He traído en la cabeza durante estos días de encierro aquella historia de Arreola sobre el sujeto que adquiere una venenosa migala para remplazar a su agria pareja. Llega a su casa, la suelta ahí y en la oscuridad se dispone a esperar el sorpresivo aguijonazo mortal.
Espero en cualquier momento, de día o de noche, el ataque de un bicho que no sé cómo es, dónde está ni cómo se mueve. Solo sé que su invisible aguijonazo puede ser mortal.
Sintiendo ese extraño miedo he recordado también en estos días a Howard Hughes como una metáfora muy cercana de la condición que compartimos millones en todo el mundo.
Lo tenía todo: talento, fortuna, buen aspecto, creatividad, capacidad de seducción.

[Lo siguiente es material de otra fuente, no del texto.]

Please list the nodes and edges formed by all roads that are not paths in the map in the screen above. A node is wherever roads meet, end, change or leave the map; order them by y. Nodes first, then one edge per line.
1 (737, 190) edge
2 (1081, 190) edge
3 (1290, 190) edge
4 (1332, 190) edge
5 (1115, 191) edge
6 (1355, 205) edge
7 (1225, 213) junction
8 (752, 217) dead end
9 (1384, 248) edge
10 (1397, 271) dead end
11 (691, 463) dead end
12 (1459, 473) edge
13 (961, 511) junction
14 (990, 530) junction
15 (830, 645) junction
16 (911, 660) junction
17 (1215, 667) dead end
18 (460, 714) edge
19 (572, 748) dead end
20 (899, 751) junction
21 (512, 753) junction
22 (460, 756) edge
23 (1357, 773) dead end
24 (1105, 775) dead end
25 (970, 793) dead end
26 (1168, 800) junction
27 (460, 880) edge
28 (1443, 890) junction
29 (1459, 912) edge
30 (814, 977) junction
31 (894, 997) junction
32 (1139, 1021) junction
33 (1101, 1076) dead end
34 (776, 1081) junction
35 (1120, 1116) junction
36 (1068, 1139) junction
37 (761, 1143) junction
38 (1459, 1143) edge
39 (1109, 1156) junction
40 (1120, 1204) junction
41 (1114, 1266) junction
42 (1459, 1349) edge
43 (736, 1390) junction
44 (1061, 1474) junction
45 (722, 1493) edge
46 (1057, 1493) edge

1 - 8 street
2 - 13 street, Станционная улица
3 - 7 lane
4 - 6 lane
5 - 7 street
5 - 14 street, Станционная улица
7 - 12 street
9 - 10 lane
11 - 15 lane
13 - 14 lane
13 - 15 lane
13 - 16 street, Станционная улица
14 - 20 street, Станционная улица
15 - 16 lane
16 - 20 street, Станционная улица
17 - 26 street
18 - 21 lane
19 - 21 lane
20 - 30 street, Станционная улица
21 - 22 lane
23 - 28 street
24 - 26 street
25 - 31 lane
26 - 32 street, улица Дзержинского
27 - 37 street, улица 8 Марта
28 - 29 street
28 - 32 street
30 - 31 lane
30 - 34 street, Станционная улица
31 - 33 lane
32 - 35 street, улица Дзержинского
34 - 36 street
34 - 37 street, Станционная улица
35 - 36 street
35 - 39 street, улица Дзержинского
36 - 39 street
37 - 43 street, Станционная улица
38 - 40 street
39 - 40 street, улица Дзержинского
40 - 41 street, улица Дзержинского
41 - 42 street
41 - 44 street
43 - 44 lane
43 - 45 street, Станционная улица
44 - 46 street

La revista Life describió en un reportaje gráfico a mediados de los 70 la manera como vivió sus últimos días, recluido en una suite de un lujoso hotel de Acapulco. Sumamente delgado, con las barbas y los cabellos canosos muy largos, las uñas sin cortar durante años, vestido con harapos y pañuelos desechables, con empaques de cartón a modo de zapatos, no hacía más que ver viejas películas en blanco y negro que él mismo montaba en un proyector.
En mejores tiempos, Hughes produjo exitosas películas entre los años 20 y los 50, emprendió costosas aventuras en la industria de la aviación y sostuvo escandalosos amoríos con estrellas fílmicas del momento, como Jean Harlow, Katharine Hepburn, Marilyn Monroe, Gloria Vanderbilt, Ginger Rogers, Ava Gardner y Rita Hayworth. Era una suerte de playboy caprichoso, excéntrico, enérgico, voluntarioso. También era un enfermo obsesivo-compulsivo.

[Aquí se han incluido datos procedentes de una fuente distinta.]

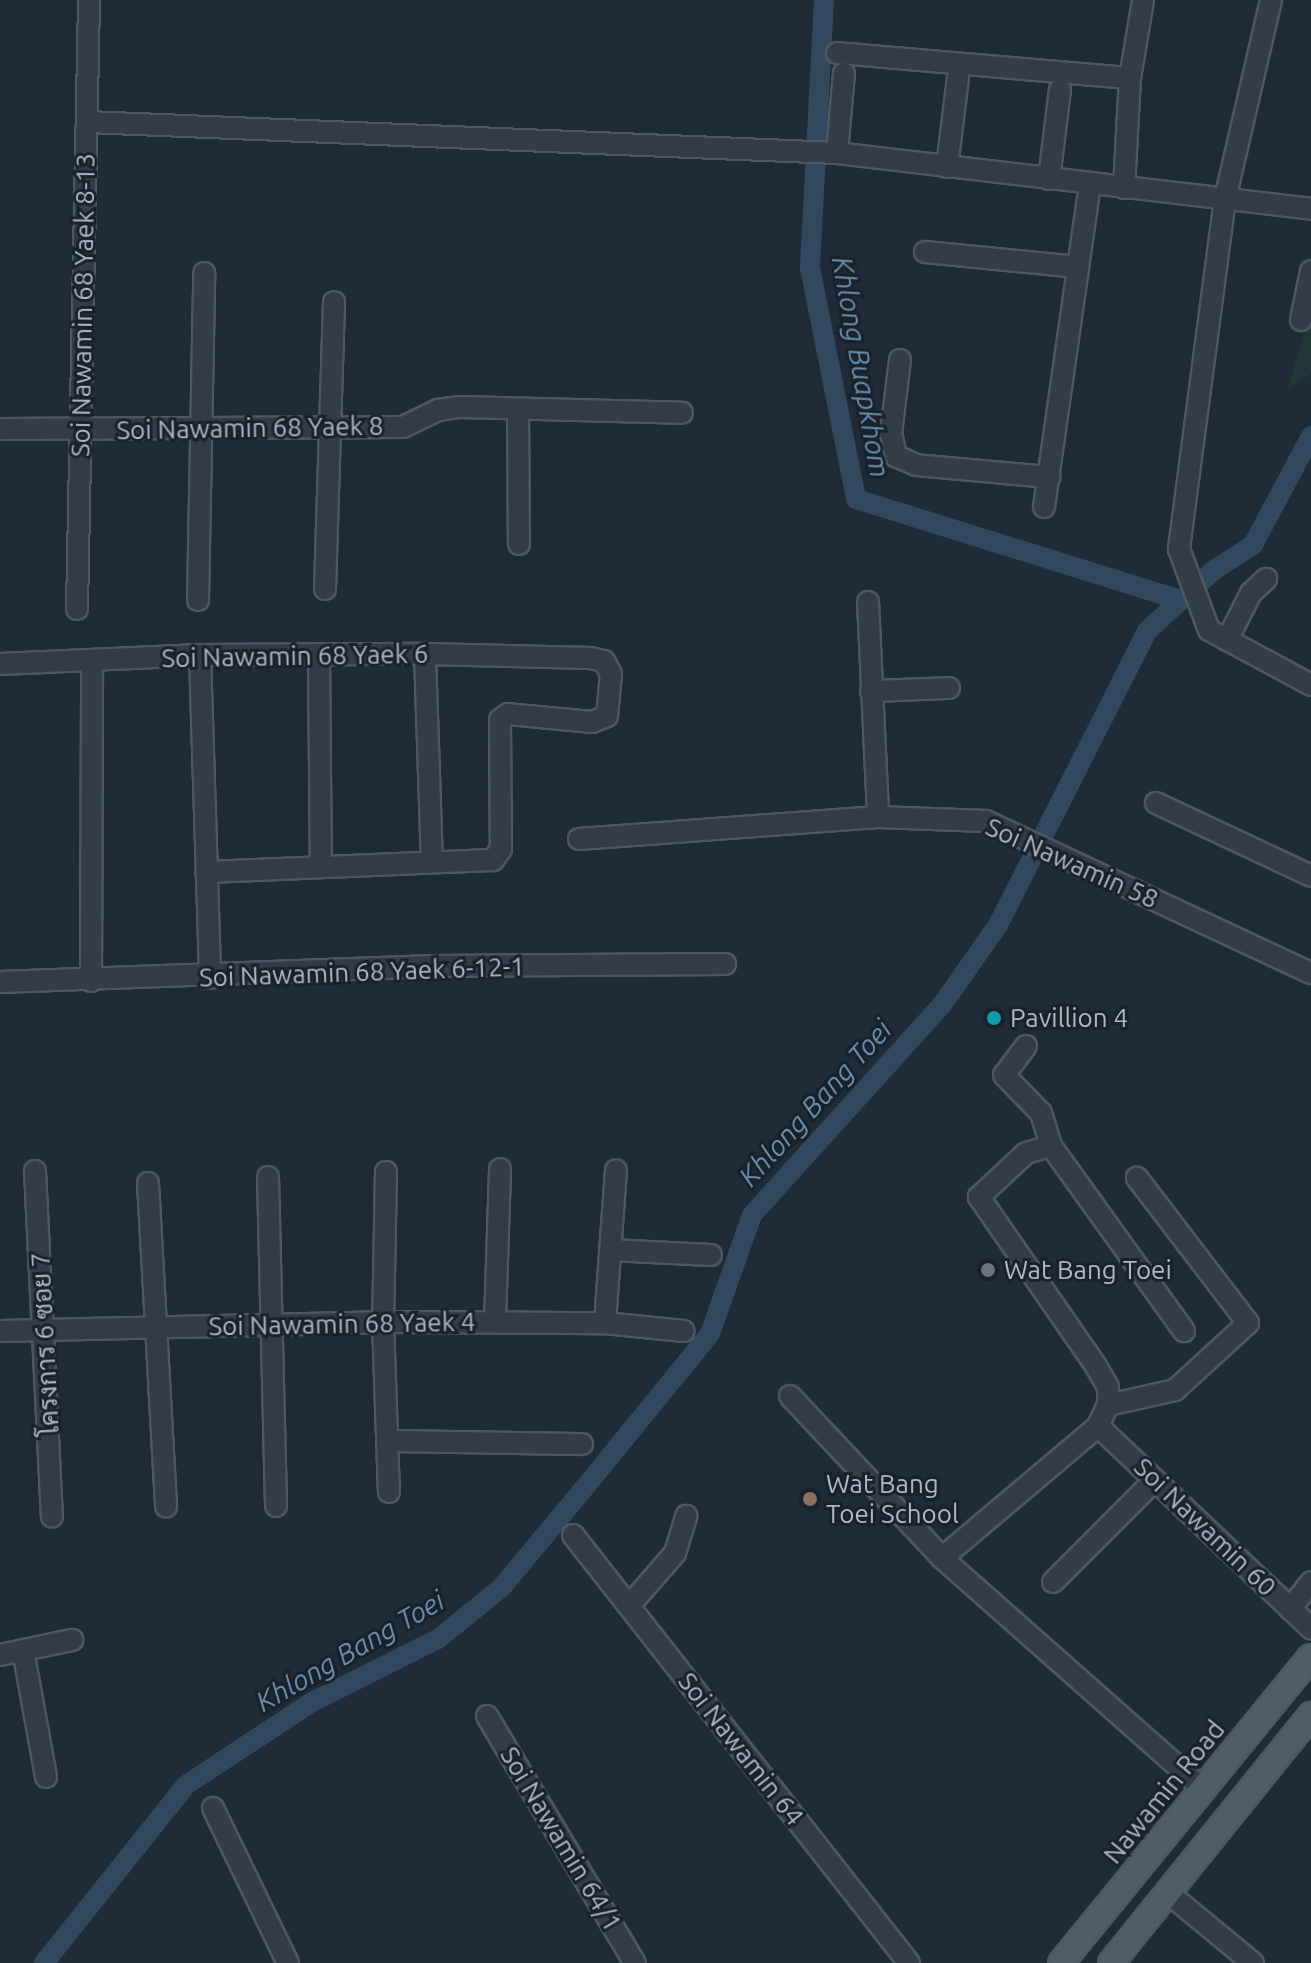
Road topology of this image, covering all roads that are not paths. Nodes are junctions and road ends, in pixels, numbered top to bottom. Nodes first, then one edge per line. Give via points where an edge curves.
1 (89, 0) edge
2 (1143, 0) edge
3 (1271, 0) edge
4 (837, 53) dead end
5 (844, 73) dead end
6 (958, 77) dead end
7 (1130, 78) junction
8 (1060, 90) dead end
9 (88, 122) junction
10 (830, 153) junction
11 (947, 167) junction
12 (1049, 179) junction
13 (1090, 184) junction
14 (1124, 188) junction
15 (1225, 199) junction
16 (1311, 209) edge
17 (925, 252) dead end
18 (1078, 267) junction
19 (1311, 271) edge
20 (204, 273) dead end
21 (334, 302) dead end
22 (1301, 320) dead end
23 (900, 360) dead end
24 (518, 409) junction
25 (682, 413) dead end
26 (331, 426) junction
27 (203, 428) junction
28 (0, 429) edge
29 (80, 431) junction
30 (1049, 477) junction
31 (1044, 507) dead end
32 (519, 544) dead end
33 (1266, 579) dead end
34 (325, 589) dead end
35 (198, 600) dead end
36 (868, 602) dead end
37 (77, 609) dead end
38 (1227, 640) junction
39 (319, 654) junction
40 (425, 654) junction
41 (200, 655) junction
42 (92, 660) junction
43 (0, 664) edge
44 (1311, 685) edge
45 (949, 688) dead end
46 (871, 691) junction
47 (1156, 803) dead end
48 (878, 817) junction
49 (579, 839) dead end
50 (432, 862) junction
51 (321, 867) junction
52 (206, 872) junction
53 (1311, 876) edge
54 (725, 964) dead end
55 (1311, 973) edge
56 (210, 978) junction
57 (91, 981) junction
58 (0, 982) edge
59 (1026, 1046) dead end
60 (1051, 1146) junction
61 (500, 1169) dead end
62 (616, 1170) dead end
63 (35, 1171) dead end
64 (386, 1172) dead end
65 (268, 1177) dead end
66 (1137, 1178) dead end
67 (148, 1183) dead end
68 (610, 1250) junction
69 (711, 1255) dead end
70 (383, 1322) junction
71 (495, 1322) junction
72 (269, 1323) junction
73 (605, 1323) junction
74 (157, 1326) junction
75 (46, 1328) junction
76 (0, 1331) edge
77 (684, 1331) dead end
78 (1184, 1331) dead end
79 (790, 1396) dead end
80 (1108, 1405) junction
81 (1098, 1426) junction
82 (389, 1441) junction
83 (582, 1444) dead end
84 (1155, 1480) junction
85 (389, 1492) dead end
86 (276, 1506) dead end
87 (166, 1507) dead end
88 (686, 1516) dead end
89 (52, 1517) dead end
90 (573, 1535) dead end
91 (942, 1558) junction
92 (1053, 1582) dead end
93 (1311, 1582) edge
94 (629, 1606) junction
95 (1290, 1609) junction
96 (1311, 1628) edge
97 (72, 1640) dead end
98 (23, 1650) junction
99 (0, 1655) edge
100 (1311, 1657) edge
101 (487, 1716) dead end
102 (1307, 1724) edge
103 (46, 1777) dead end
104 (1203, 1789) junction
105 (213, 1808) dead end
106 (1168, 1893) junction
107 (288, 1963) edge
108 (635, 1963) edge
109 (909, 1963) edge
110 (1061, 1963) edge
111 (1111, 1963) edge
112 (1253, 1963) edge

1 - 9 street, Soi Nawamin 68 Yaek 8-13
2 - 7 street
3 - 15 street
4 - 7 street
5 - 10 street
6 - 11 street
7 - 14 street
8 - 12 street
9 - 10 street
9 - 29 street, Soi Nawamin 68 Yaek 8-13
10 - 11 street
11 - 12 street
12 - 13 street
13 - 14 street
13 - 18 street
14 - 15 street
15 - 16 street
15 - 38 street via 1179,549 1209,630
17 - 18 street
18 - 30 street
19 - 22 street
20 - 27 street
21 - 26 street
23 - 30 street via 891,433 896,456 916,465
24 - 25 street
24 - 26 street, Soi Nawamin 68 Yaek 8 via 449,407 403,427
24 - 32 street
26 - 27 street, Soi Nawamin 68 Yaek 8
26 - 34 street
27 - 29 street, Soi Nawamin 68 Yaek 8
27 - 35 street
28 - 29 street, Soi Nawamin 68 Yaek 8
29 - 37 street, Soi Nawamin 68 Yaek 8-13
30 - 31 street
33 - 38 street via 1251,593
36 - 46 street
38 - 44 street
39 - 40 street, Soi Nawamin 68 Yaek 6
39 - 41 street, Soi Nawamin 68 Yaek 6
39 - 51 street
40 - 50 street
40 - 50 street, Soi Nawamin 68 Yaek 6 via 604,661 613,701 607,716 592,722 508,714 500,720 501,849 493,860
41 - 42 street, Soi Nawamin 68 Yaek 6
41 - 52 street
42 - 43 street, Soi Nawamin 68 Yaek 6
42 - 57 street
45 - 46 street
46 - 48 street
47 - 53 street
48 - 49 street, Soi Nawamin 58
48 - 55 street, Soi Nawamin 58 via 986,821
50 - 51 street
51 - 52 street
52 - 56 street
54 - 56 street, Soi Nawamin 68 Yaek 6-12-1 via 434,966
56 - 57 street, Soi Nawamin 68 Yaek 6-12-1
57 - 58 street, Soi Nawamin 68 Yaek 6-12-1
59 - 60 street via 1004,1075 1041,1113
60 - 78 street
60 - 80 street via 1026,1153 979,1197 1096,1366 1108,1387
61 - 71 street
62 - 68 street
63 - 75 street, โครงการ 6 ซอย 7
64 - 70 street
65 - 72 street
66 - 80 street via 1248,1323 1175,1390
67 - 74 street
68 - 69 street
68 - 73 street
70 - 71 street, Soi Nawamin 68 Yaek 4
70 - 72 street, Soi Nawamin 68 Yaek 4
70 - 82 street
71 - 73 street, Soi Nawamin 68 Yaek 4
72 - 74 street, Soi Nawamin 68 Yaek 4
72 - 86 street
73 - 77 street, Soi Nawamin 68 Yaek 4
74 - 75 street, Soi Nawamin 68 Yaek 4
74 - 87 street
75 - 76 street, Soi Nawamin 68 Yaek 4
75 - 89 street, โครงการ 6 ซอย 7
79 - 91 street
80 - 81 street
81 - 84 street, Soi Nawamin 60
81 - 91 street
82 - 83 street
82 - 85 street
84 - 92 street
84 - 95 street, Soi Nawamin 60
88 - 94 street via 675,1553
90 - 94 street, Soi Nawamin 64
91 - 104 street
93 - 95 street
94 - 109 street, Soi Nawamin 64
95 - 96 street, Soi Nawamin 60
97 - 98 street
98 - 99 street
98 - 103 street
100 - 104 main road, Nawamin Road
101 - 108 street, Soi Nawamin 64/1
102 - 106 main road
104 - 110 main road, Nawamin Road
105 - 107 street
106 - 111 main road
106 - 112 street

Lo que lo había llevado a vivir una existencia de encierro, de mala alimentación, de vestido miserable, de soledad y miedo era el terror que sentía ante la posibilidad de infectarse con alguna bacteria, un virus que acabara con sus días.
En esas estaba cuando un infarto lo llevó a conocer la muerte el 5 de abril de 1976 a los 70. Ese día se acabaron para siempre sus miedos.